● YOUR TASK: In the data below, locate each line with the word "Bentes" and list it.

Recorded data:
==================================================
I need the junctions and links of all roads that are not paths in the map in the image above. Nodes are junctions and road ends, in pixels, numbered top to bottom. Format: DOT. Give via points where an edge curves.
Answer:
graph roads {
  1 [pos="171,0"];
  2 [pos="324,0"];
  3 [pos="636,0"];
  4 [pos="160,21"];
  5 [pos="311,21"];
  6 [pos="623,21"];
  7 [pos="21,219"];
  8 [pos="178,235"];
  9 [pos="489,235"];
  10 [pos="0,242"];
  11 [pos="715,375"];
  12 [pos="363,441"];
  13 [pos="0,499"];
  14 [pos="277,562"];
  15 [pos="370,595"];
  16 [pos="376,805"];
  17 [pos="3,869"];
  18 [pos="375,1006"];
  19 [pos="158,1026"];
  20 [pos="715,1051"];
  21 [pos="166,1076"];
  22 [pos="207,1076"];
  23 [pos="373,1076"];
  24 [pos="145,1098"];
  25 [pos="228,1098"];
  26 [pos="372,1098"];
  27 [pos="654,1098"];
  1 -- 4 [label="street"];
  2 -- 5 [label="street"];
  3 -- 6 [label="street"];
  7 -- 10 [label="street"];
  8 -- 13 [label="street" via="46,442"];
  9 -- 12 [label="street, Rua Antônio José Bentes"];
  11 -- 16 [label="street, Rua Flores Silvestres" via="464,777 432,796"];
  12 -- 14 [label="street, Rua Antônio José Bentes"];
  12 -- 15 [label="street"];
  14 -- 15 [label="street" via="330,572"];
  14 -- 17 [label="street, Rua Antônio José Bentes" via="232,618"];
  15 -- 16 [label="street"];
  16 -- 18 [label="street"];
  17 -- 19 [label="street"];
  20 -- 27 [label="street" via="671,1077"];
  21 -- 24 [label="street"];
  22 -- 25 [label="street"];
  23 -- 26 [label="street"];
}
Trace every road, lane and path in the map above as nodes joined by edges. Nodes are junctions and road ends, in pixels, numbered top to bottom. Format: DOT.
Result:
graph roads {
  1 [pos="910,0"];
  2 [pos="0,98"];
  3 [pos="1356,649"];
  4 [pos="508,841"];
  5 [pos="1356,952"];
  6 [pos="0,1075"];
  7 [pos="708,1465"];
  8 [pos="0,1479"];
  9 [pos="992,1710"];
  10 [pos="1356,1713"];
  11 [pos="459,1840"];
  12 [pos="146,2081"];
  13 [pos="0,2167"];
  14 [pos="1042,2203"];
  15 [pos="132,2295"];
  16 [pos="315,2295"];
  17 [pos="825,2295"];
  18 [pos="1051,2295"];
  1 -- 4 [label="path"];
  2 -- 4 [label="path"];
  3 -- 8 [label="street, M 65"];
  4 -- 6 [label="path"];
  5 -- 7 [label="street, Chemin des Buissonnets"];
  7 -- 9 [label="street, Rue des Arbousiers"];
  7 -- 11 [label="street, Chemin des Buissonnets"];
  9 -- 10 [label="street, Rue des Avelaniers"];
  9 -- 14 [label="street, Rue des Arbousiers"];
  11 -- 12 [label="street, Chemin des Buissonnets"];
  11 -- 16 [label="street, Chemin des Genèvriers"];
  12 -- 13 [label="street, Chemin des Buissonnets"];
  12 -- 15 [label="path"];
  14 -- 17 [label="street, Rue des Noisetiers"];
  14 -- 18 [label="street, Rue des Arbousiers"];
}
==================================================
● RESULT OF THIS TASK:
  9 -- 12 [label="street, Rua Antônio José Bentes"];
  12 -- 14 [label="street, Rua Antônio José Bentes"];
  14 -- 17 [label="street, Rua Antônio José Bentes" via="232,618"];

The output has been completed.